### Your goal
Select and copy out every line in the records containing "Principal".

### Records to use
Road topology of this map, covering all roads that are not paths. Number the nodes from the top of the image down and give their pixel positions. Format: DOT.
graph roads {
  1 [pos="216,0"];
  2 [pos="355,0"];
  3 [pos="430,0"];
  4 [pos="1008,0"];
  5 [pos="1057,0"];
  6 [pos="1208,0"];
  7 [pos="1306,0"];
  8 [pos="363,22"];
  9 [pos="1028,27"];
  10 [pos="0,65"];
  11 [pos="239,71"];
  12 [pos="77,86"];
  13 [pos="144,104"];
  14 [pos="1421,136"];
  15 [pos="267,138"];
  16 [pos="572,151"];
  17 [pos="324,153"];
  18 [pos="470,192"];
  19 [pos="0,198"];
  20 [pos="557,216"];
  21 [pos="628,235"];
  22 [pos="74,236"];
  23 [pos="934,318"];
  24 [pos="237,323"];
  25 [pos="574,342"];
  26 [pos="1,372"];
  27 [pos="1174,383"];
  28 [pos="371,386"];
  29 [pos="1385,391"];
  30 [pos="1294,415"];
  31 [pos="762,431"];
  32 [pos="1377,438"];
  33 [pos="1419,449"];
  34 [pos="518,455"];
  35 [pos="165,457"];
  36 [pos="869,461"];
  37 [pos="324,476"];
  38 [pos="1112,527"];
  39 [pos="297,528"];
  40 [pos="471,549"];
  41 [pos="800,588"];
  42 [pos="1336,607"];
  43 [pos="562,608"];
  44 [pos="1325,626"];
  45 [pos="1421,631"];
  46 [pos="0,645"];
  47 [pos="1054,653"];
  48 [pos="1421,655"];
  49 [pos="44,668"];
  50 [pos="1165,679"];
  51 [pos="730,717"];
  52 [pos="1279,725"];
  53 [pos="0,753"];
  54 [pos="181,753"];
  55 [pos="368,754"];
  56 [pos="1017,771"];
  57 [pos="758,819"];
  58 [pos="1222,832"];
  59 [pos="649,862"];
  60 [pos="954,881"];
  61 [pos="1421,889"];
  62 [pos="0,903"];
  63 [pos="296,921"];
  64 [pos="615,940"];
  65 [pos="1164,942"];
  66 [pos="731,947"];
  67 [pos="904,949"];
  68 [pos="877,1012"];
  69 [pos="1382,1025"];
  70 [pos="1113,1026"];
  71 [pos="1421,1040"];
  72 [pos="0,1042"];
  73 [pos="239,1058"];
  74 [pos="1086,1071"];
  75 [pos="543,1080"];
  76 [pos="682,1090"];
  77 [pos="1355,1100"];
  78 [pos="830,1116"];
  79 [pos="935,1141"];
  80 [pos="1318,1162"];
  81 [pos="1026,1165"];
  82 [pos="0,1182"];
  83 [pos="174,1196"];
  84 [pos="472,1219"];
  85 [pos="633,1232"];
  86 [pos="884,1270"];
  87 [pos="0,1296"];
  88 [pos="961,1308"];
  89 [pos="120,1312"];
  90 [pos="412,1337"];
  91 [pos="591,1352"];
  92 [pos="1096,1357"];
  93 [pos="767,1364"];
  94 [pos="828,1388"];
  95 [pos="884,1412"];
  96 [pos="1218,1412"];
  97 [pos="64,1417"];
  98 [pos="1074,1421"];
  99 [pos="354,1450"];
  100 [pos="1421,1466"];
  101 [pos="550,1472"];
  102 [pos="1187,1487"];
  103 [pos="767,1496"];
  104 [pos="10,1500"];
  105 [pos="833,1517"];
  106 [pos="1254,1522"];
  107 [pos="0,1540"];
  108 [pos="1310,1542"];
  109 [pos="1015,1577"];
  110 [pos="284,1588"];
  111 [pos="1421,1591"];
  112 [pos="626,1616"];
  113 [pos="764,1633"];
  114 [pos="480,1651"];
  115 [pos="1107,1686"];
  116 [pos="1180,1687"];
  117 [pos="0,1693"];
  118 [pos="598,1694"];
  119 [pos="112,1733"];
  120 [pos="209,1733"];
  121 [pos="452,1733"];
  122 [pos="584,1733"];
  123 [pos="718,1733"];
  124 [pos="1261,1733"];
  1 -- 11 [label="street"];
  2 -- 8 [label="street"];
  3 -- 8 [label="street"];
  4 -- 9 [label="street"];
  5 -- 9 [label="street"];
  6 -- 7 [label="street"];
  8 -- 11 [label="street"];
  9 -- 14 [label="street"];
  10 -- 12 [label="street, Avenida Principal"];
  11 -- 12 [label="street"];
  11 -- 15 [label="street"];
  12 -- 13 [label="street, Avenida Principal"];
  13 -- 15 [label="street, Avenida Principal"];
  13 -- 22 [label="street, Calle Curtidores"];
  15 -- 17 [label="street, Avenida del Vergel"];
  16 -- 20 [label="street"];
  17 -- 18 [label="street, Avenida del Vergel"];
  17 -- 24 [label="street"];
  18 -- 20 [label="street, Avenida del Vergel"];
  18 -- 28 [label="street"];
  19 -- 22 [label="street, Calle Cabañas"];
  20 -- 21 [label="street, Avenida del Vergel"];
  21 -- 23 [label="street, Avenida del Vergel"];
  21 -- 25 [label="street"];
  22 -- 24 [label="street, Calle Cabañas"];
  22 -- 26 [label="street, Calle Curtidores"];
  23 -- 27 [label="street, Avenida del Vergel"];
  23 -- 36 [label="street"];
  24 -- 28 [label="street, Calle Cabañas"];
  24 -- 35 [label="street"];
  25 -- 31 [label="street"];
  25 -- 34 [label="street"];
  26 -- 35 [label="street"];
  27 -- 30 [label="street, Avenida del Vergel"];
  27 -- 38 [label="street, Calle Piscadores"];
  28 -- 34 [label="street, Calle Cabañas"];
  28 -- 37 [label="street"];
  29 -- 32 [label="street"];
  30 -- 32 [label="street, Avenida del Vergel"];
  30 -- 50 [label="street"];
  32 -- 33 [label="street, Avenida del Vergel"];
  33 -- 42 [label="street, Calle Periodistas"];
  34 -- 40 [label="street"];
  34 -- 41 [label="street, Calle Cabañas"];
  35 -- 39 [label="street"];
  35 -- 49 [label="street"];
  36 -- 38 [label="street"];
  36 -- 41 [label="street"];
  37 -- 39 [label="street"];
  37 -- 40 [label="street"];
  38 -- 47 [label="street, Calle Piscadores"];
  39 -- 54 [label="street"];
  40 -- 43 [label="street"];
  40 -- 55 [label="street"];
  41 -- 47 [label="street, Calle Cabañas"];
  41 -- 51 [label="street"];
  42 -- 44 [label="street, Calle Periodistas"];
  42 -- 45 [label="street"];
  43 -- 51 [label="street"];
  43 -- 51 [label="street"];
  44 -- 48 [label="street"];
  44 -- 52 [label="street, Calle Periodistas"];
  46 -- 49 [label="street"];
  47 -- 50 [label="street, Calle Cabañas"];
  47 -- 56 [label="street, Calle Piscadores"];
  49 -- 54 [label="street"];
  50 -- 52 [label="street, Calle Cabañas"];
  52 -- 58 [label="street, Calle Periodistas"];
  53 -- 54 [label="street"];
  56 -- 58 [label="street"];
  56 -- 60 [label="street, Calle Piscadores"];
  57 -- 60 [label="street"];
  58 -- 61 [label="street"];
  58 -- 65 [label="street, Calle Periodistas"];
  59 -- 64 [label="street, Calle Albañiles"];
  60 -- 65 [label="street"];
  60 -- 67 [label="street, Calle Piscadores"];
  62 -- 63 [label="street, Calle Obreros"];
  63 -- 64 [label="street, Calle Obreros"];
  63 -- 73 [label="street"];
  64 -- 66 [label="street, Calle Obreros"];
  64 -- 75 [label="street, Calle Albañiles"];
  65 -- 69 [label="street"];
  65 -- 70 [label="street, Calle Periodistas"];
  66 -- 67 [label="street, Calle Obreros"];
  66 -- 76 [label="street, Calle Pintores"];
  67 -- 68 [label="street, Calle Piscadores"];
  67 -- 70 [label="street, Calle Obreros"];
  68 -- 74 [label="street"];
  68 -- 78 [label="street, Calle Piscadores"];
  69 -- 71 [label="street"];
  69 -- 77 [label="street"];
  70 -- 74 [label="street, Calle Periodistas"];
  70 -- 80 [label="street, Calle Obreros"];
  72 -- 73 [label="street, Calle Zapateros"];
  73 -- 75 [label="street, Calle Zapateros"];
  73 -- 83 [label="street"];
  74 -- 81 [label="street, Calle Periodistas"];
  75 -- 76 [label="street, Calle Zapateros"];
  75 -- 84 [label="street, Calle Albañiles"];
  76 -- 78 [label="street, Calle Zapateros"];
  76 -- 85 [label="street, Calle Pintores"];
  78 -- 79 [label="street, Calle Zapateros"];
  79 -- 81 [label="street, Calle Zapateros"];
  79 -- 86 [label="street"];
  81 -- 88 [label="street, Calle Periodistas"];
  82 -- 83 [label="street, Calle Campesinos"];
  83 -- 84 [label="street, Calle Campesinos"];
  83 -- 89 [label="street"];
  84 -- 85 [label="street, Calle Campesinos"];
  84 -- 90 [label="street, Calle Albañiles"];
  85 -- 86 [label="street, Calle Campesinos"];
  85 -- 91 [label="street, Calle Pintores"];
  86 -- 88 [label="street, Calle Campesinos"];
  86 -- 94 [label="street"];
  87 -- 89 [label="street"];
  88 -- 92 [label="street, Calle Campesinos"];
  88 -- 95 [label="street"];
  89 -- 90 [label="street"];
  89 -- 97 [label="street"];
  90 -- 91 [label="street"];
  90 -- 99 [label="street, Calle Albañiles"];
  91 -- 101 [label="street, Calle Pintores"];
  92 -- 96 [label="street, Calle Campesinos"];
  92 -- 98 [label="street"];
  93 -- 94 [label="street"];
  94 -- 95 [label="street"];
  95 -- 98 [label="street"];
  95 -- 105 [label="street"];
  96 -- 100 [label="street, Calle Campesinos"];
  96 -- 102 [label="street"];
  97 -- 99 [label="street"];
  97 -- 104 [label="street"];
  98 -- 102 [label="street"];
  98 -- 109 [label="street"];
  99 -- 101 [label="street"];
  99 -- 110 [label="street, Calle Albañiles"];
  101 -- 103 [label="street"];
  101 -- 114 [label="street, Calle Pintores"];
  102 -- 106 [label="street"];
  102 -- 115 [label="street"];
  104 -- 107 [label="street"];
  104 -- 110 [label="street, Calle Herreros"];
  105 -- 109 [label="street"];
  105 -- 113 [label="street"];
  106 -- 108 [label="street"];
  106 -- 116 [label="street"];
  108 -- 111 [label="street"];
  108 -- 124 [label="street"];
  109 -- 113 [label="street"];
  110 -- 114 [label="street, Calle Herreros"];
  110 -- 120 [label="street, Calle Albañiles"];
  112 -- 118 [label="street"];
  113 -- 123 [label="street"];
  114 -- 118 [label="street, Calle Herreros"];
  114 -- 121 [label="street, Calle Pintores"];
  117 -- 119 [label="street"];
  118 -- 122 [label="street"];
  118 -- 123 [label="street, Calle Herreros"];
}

### Result of this exercise
  10 -- 12 [label="street, Avenida Principal"];
  12 -- 13 [label="street, Avenida Principal"];
  13 -- 15 [label="street, Avenida Principal"];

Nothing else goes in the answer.